I got it with a smaller test file.
Use the part from a .pae file using the same encryption method and password. The file name matters not. Take the beginning of the .PAE file including the seemingly blank space “0D0A0D0A”. I was leaving this as “00000000” originally. Add the part starting with SHA-1 from the .EXE file and save the combined as a .PAE file and voila. I’ll have to try the larger file later tonight. Heading over to visit family and watch President Bush on Deal or No Deal.
I Heading over to visit family and watch President Bush on Deal or No Deal.
Now that will be good Entertainment! :D
:) He had pre-recorded a message for a soldier that had been on three tours through Iraq. The guy won $78K.
Now back to our regular programming:
What one has to do assuming one knows the password:
1. Create a “.PAE” file with the same encryption method.

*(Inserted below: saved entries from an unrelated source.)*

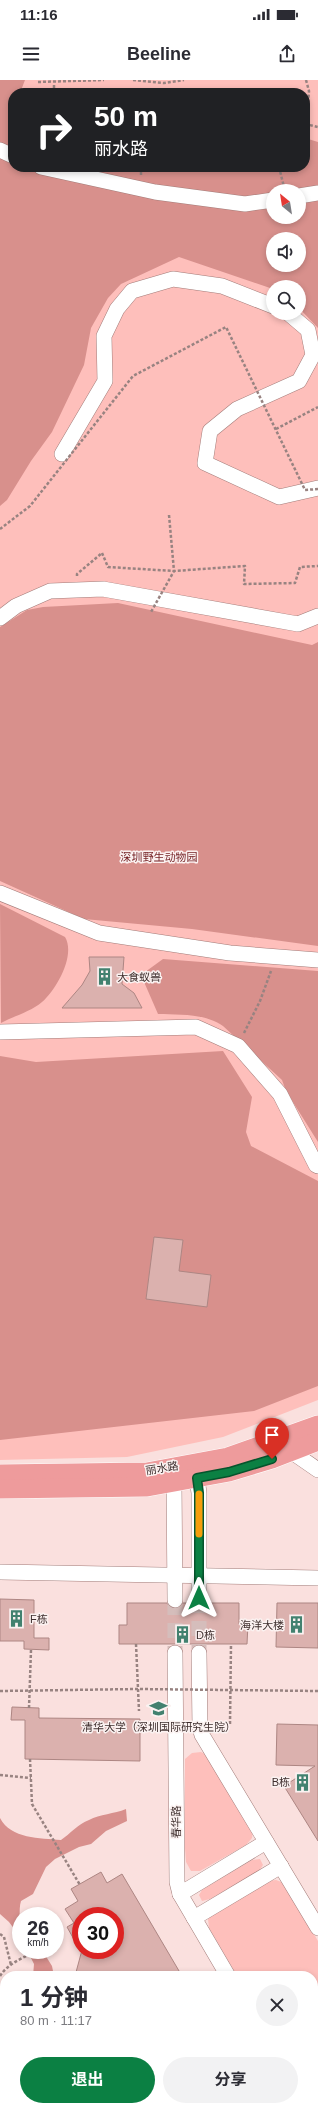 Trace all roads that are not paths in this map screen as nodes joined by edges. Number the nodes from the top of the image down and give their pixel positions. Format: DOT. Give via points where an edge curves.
graph roads {
  1 [pos="64,172"];
  2 [pos="318,193"];
  3 [pos="306,195"];
  4 [pos="266,201"];
  5 [pos="266,303"];
  6 [pos="296,320"];
  7 [pos="62,454"];
  8 [pos="318,489"];
  9 [pos="318,616"];
  10 [pos="0,618"];
  11 [pos="0,892"];
  12 [pos="318,960"];
  13 [pos="0,1032"];
  14 [pos="318,1166"];
  15 [pos="318,1425"];
  16 [pos="318,1442"];
  17 [pos="292,1452"];
  18 [pos="184,1465"];
  19 [pos="318,1470"];
  20 [pos="0,1474"];
  21 [pos="197,1478"];
  22 [pos="174,1482"];
  23 [pos="0,1489"];
  24 [pos="0,1572"];
  25 [pos="175,1575"];
  26 [pos="199,1575"];
  27 [pos="318,1578"];
  28 [pos="199,1598"];
  29 [pos="175,1600"];
  30 [pos="200,1653"];
  31 [pos="175,1654"];
  32 [pos="176,1728"];
  33 [pos="200,1728"];
  34 [pos="266,1842"];
  35 [pos="281,1866"];
  36 [pos="180,1894"];
  37 [pos="194,1918"];
  38 [pos="318,1928"];
  39 [pos="225,1971"];
  1 -- 4 [label="street" via="155,192 245,204"];
  2 -- 3 [label="street"];
  5 -- 7 [label="street" via="222,286 173,279 132,291 117,309 104,336 105,381"];
  6 -- 8 [label="street" via="308,330 313,355 299,381 237,409 210,431 205,463 279,497"];
  9 -- 10 [label="street" via="298,624 103,589 50,591 16,606"];
  11 -- 12 [label="street" via="99,933 230,953"];
  13 -- 14 [label="street" via="196,1027 238,1046 280,1094"];
  15 -- 18 [label="main road, 丽水路" via="228,1457"];
  16 -- 17 [label="main road, 丽水路"];
  17 -- 19 [label="street"];
  17 -- 21 [label="main road, 丽水路" via="229,1472"];
  18 -- 20 [label="main road, 丽水路" via="147,1472"];
  18 -- 21 [label="street"];
  18 -- 22 [label="street"];
  21 -- 22 [label="main road, 丽水路"];
  21 -- 26 [label="street"];
  22 -- 23 [label="main road, 丽水路" via="147,1487"];
  22 -- 25 [label="street"];
  24 -- 25 [label="street"];
  25 -- 26 [label="street"];
  25 -- 29 [label="street"];
  26 -- 27 [label="street"];
  26 -- 28 [label="street"];
  30 -- 33 [label="street"];
  31 -- 32 [label="street, 春华路"];
  32 -- 33 [label="street"];
  32 -- 36 [label="street, 春华路" via="176,1874"];
  33 -- 34 [label="street" via="208,1746"];
  34 -- 35 [label="street"];
  34 -- 36 [label="street"];
  35 -- 37 [label="street"];
  35 -- 38 [label="street"];
  36 -- 37 [label="street, 春华路"];
  37 -- 39 [label="street, 春华路"];
}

The password HASH from the executable file matters. Even using the same password, the hashes can differ and PA would think it is the wrong password.
2. Take the header of the “.PAE” file ending at the end of "SHA-1 ". The space is “20” in hex. Copy this into the beginning of the executable file.
3. Cut/Delete the portion after the newly pasted "SHA-1 " up until the end of the "SHA-1 " the was originally in the “.EXE” file.
4. Erase all but 4 bytes of emtpy space “00000000” after the hash in the “.EXE” file.
5. Rewrite the remaining 4 bytes of empty space to “0D0A0D0A”. “0D0A” is used as a separator.
6. Save the file as “something.pae”.
The name indicated in the beginning of the file does not matter though it will become the name of the decrypted file.
I used HxD Hex Editor which can handle files larger than 4GB. Not all hex editors can.
good, good… I am glad you figured it out.
Is it possible to have PA warn the user when the file size may go above 4GB for an executable? That way they will be made aware that there may be an issue for them?